He tells himself it’s nothing. Just something to keep his hands occupied when his brain is running marathons.

Still, every time he looks down at the page, he thinks of Will.

Not in a dramatic way. Or in realization. Just in the way that you think of something that’s always been there— like television static or sunlight peeking through the window that you don’t notice until it’s gone. Mike stares intently at the line he can’t fix, trying to imagine how Will would phrase it instead. Will would know how to make it work. He always knew how to make things sound just right. Like they belong right where they are.

Mike taps the end of his pencil against the paper and sighs.

It’s stupid, really. He’s not much of a poet. He doesn’t even understand why this feels so important to him, only that he knows that he wants it to be gentle.  He wants it to sound like something you can keep forever. Like something a proud parent would hang on the fridge with a tacky magnet. Something that wouldn’t disappear just because you don’t say it out loud.

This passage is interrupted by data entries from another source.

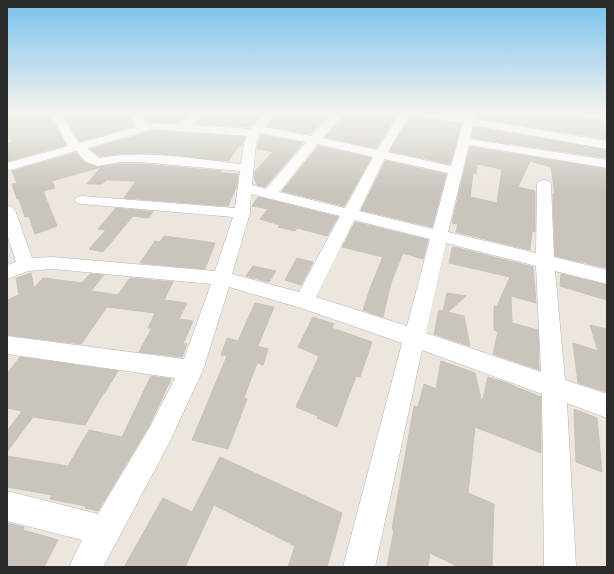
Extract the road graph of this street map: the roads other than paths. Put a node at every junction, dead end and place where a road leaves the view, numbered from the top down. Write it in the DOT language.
graph roads {
  1 [pos="72,140"];
  2 [pos="102,140"];
  3 [pos="252,140"];
  4 [pos="314,140"];
  5 [pos="389,140"];
  6 [pos="581,140"];
  7 [pos="463,141"];
  8 [pos="607,145"];
  9 [pos="76,147"];
  10 [pos="380,155"];
  11 [pos="607,164"];
  12 [pos="7,167"];
  13 [pos="457,171"];
  14 [pos="246,178"];
  15 [pos="544,184"];
  16 [pos="270,193"];
  17 [pos="82,200"];
  18 [pos="7,210"];
  19 [pos="242,213"];
  20 [pos="350,214"];
  21 [pos="439,235"];
  22 [pos="546,261"];
  23 [pos="26,265"];
  24 [pos="7,272"];
  25 [pos="607,277"];
  26 [pos="222,278"];
  27 [pos="304,301"];
  28 [pos="416,338"];
  29 [pos="7,345"];
  30 [pos="191,370"];
  31 [pos="554,388"];
  32 [pos="607,406"];
  33 [pos="7,506"];
  34 [pos="105,531"];
  35 [pos="84,567"];
  36 [pos="359,567"];
  37 [pos="560,567"];
  1 -- 9 [label="street"];
  2 -- 9 [label="street"];
  3 -- 14 [label="street"];
  4 -- 10 [label="street"];
  4 -- 16 [label="street"];
  5 -- 10 [label="street"];
  6 -- 8 [label="street"];
  7 -- 11 [label="street"];
  7 -- 13 [label="street"];
  9 -- 12 [label="street"];
  9 -- 14 [label="street"];
  10 -- 13 [label="street"];
  10 -- 20 [label="street"];
  13 -- 21 [label="street"];
  14 -- 16 [label="street"];
  14 -- 19 [label="street"];
  15 -- 22 [label="street"];
  16 -- 20 [label="street"];
  17 -- 19 [label="street"];
  18 -- 23 [label="street"];
  19 -- 26 [label="street"];
  20 -- 21 [label="street"];
  20 -- 27 [label="street"];
  21 -- 22 [label="street"];
  21 -- 28 [label="street"];
  22 -- 25 [label="street"];
  22 -- 31 [label="street"];
  23 -- 24 [label="street"];
  23 -- 26 [label="street"];
  26 -- 27 [label="street"];
  26 -- 30 [label="street"];
  27 -- 28 [label="street"];
  28 -- 31 [label="street"];
  28 -- 36 [label="street"];
  29 -- 30 [label="street"];
  30 -- 34 [label="street"];
  31 -- 32 [label="street"];
  31 -- 37 [label="street"];
  33 -- 34 [label="street"];
  34 -- 35 [label="street"];
}
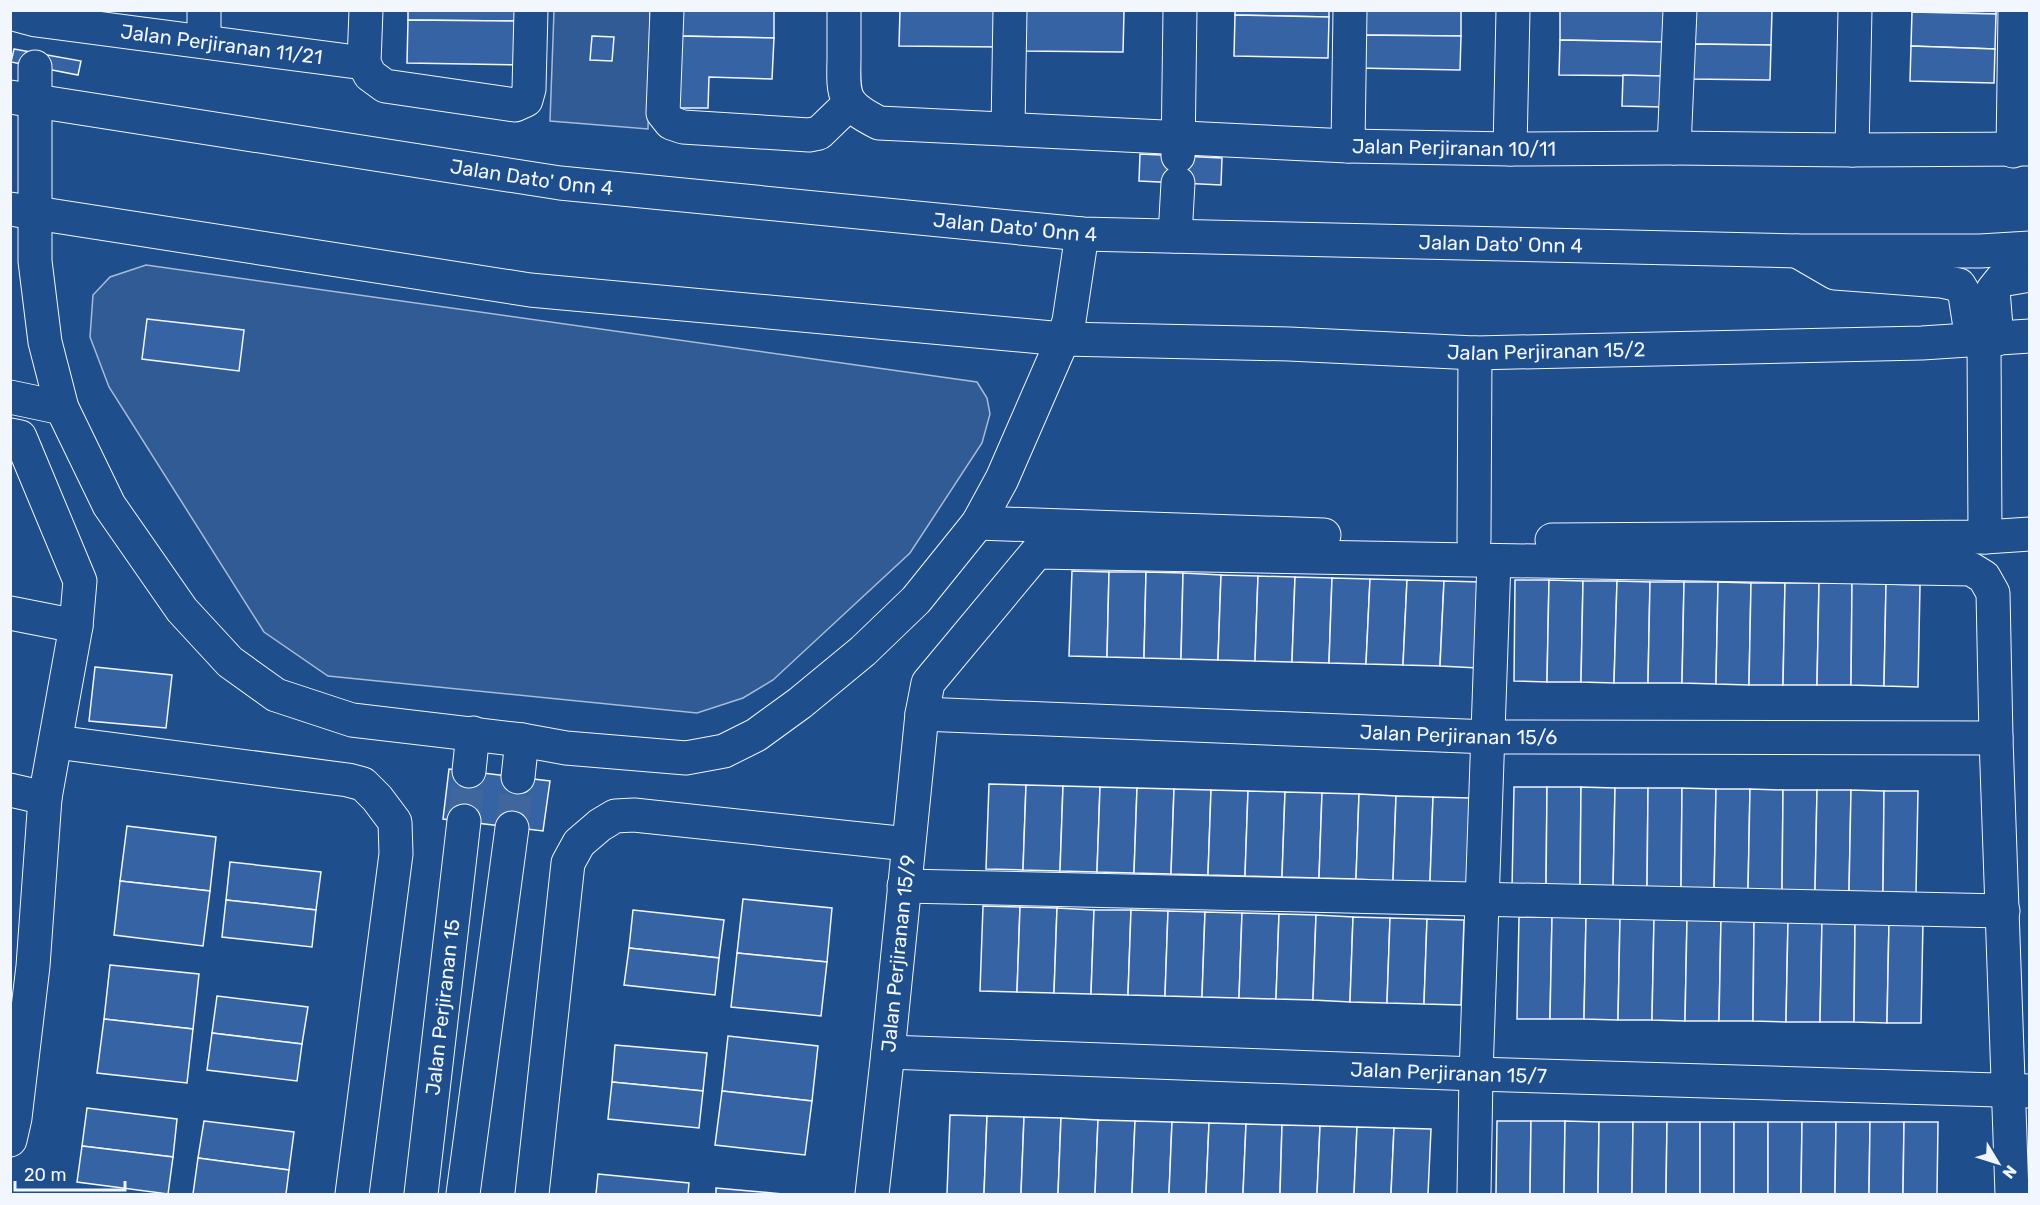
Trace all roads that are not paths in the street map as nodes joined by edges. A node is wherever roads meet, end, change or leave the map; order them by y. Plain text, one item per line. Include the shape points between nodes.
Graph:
1 (366, 10) edge
2 (531, 10) edge
3 (667, 10) edge
4 (844, 10) edge
5 (1010, 10) edge
6 (1180, 10) edge
7 (1350, 10) edge
8 (1513, 10) edge
9 (1680, 10) edge
10 (1855, 10) edge
11 (2015, 10) edge
12 (28, 14) edge
13 (204, 25) edge
14 (364, 63) junction
15 (22, 99) edge
16 (850, 103) junction
17 (1008, 129) junction
18 (1348, 146) junction
19 (1674, 148) junction
20 (1510, 149) junction
21 (1852, 150) junction
22 (2021, 150) edge
23 (1178, 159) junction
24 (22, 212) edge
25 (1082, 234) junction
26 (1175, 236) junction
27 (2030, 248) edge
28 (1797, 251) junction
29 (2030, 275) edge
30 (2030, 336) edge
31 (1063, 339) junction
32 (1984, 339) junction
33 (1475, 353) junction
34 (10, 398) edge
35 (62, 408) junction
36 (10, 435) edge
37 (978, 523) junction
38 (2030, 534) edge
39 (1985, 537) junction
40 (1484, 550) junction
41 (10, 612) edge
42 (76, 626) junction
43 (922, 714) junction
44 (473, 733) junction
45 (1489, 737) junction
46 (1996, 738) junction
47 (522, 740) junction
48 (56, 742) junction
49 (469, 771) tunnel mouth
50 (518, 777) tunnel mouth
51 (10, 790) edge
52 (45, 798) junction
53 (464, 821) tunnel mouth
54 (512, 828) tunnel mouth
55 (908, 844) junction
56 (904, 886) junction
57 (1484, 900) junction
58 (2003, 911) junction
59 (22, 963) edge
60 (888, 1052) junction
61 (1476, 1074) junction
62 (2020, 1092) edge
63 (12, 1125) edge
64 (352, 1194) edge
65 (421, 1194) edge
66 (462, 1194) edge
67 (532, 1194) edge
68 (872, 1194) edge
69 (1474, 1194) edge
70 (2012, 1194) edge

1 - 14 street
2 - 14 street via 528,89 526,100 515,105 385,86 370,75
3 - 16 street via 663,113 671,123 682,127 809,135 819,133
4 - 16 street via 843,89
5 - 17 street
6 - 23 street
7 - 18 street
8 - 20 street
9 - 19 street
10 - 21 street
11 - 22 street
12 - 13 street, Jalan Perjiranan 11/21
12 - 15 street via 35,60
13 - 14 street, Jalan Perjiranan 11/21
15 - 24 street
15 - 25 street, Jalan Dato' Onn 4 via 560,183
16 - 17 street, Jalan Perjiranan 10/11 via 879,123
17 - 23 street, Jalan Perjiranan 10/11
18 - 20 street, Jalan Perjiranan 10/11
18 - 23 street, Jalan Perjiranan 10/11
19 - 20 street, Jalan Perjiranan 10/11
19 - 21 street, Jalan Perjiranan 10/11
21 - 22 street, Jalan Perjiranan 10/11
23 - 26 street
24 - 31 street, Jalan Perjiranan 15/2 via 530,290
24 - 35 street via 36,261 45,342
25 - 26 street, Jalan Dato' Onn 4
25 - 31 street via 1070,321
26 - 28 street, Jalan Dato' Onn 4
27 - 28 street, Jalan Dato' Onn 4
28 - 32 street via 1834,273 1959,285
29 - 32 street via 2001,280 1993,290
30 - 32 street, Jalan Perjiranan 15/2
31 - 33 street, Jalan Perjiranan 15/2
31 - 37 street via 1002,479
32 - 33 street, Jalan Perjiranan 15/2
32 - 39 street
33 - 40 street
34 - 35 street
35 - 44 street via 110,505 182,610 230,662 276,695 352,720
36 - 42 street via 20,437 80,582
37 - 40 street
37 - 47 street via 916,600 862,651 756,735 724,751 686,758
38 - 39 street
39 - 40 street
40 - 43 street, Jalan Perjiranan 15/9 via 1037,552 928,683
40 - 45 street
40 - 46 street via 1971,569 1984,577 1994,593
41 - 42 street
42 - 48 street
43 - 45 street, Jalan Perjiranan 15/6
43 - 55 street, Jalan Perjiranan 15/9
44 - 47 street
44 - 49 street
45 - 46 street, Jalan Perjiranan 15/6
45 - 57 street
46 - 58 street
47 - 50 street
48 - 52 street
48 - 64 street via 348,780 363,784 395,822 396,854
51 - 52 street
52 - 59 street
53 - 65 street, Jalan Perjiranan 15
54 - 66 street
55 - 56 street, Jalan Perjiranan 15/9
55 - 67 street via 634,815 615,816 579,843 568,863
56 - 57 street
56 - 60 street, Jalan Perjiranan 15/9
57 - 58 street
57 - 61 street
58 - 62 street
59 - 63 street
60 - 61 street, Jalan Perjiranan 15/7
60 - 68 street, Jalan Perjiranan 15/9
61 - 62 street, Jalan Perjiranan 15/7
61 - 69 street
62 - 70 street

He doesn’t write Will’s name.

He never does.

But it’s always there, laced into every word Mike writes and every line he can’t seem to finish.

—— 

For Mike, it’d become routine to write in the back of his notebook. At home, during class, at lunch— anywhere he had access to a pencil and his thoughts. And his notebook, of course. It’s become almost like second nature for Mike to sit at his desk, open his backpack, and grab his notebook out along with anything else he needed for the class.

So, it’s no surprise to himself that he finds himself jotting down phrases while half-listening to Mr. Clarke’s lecture on waves.

Mr. Clarke is talking about wavelengths, about how signals travel and overlap and interfere with one another, his voice steady and familiar. Mike catches bits of it without really trying— enough to follow along if he has to. Enough to nod his head at the right moments. The rest of it blends seamlessly into the background, like static your brain stops registering once it’s been there for long enough.

His pencil moves involuntarily. 

Not full sentences. Just fragments. Words that feel oh so close to something, only for their meaning to just wash away. He writes one down, stares at it for a second or two, then erases and tries again. Smaller this time. Quieter. 

He keeps the notebook angled just enough where only he can see its contents, back pages hidden by the corner of his textbook. It’s not something he really thinks about anymore. It’s just how he sits now. How he exists in classrooms.

Will is sitting one desk to the left of Mike.

Mike doesn’t look at him directly. Not because he doesn’t want to, but because he doesn’t have to. He knows where he sits in the same way he knows where the windows are, or where the door is. He notices the way Will leans forward when he’s particularly interested in something Mr. Clarke is saying, and the way he balances his pencil between his fingers when he’s thinking. He can’t help but notice everything and nothing all at once.

Mike tells himself that he’s only distracted because science has always made his brain feel busy in a good way. 

That’s all.

Mr. Clarke rants about resonance— about how certain frequencies amplify each other when they line up just right— and Mike’s pencil stills. He glances over the last line he wrote, feels the too familiar tightening of his chest, and shakes his head once before erasing it.

Not right.

He mindlessly taps his pencil against the paper, once, twice. Mike glances up just in time to notice Mr. Clarke walking through the rows of desks, speaking not only through his voice but his hands as well as he walks. Mike flips the notebook closed a second too fast, heart racing for no real reason, then relaxes once Mr. Clarke passes his desk.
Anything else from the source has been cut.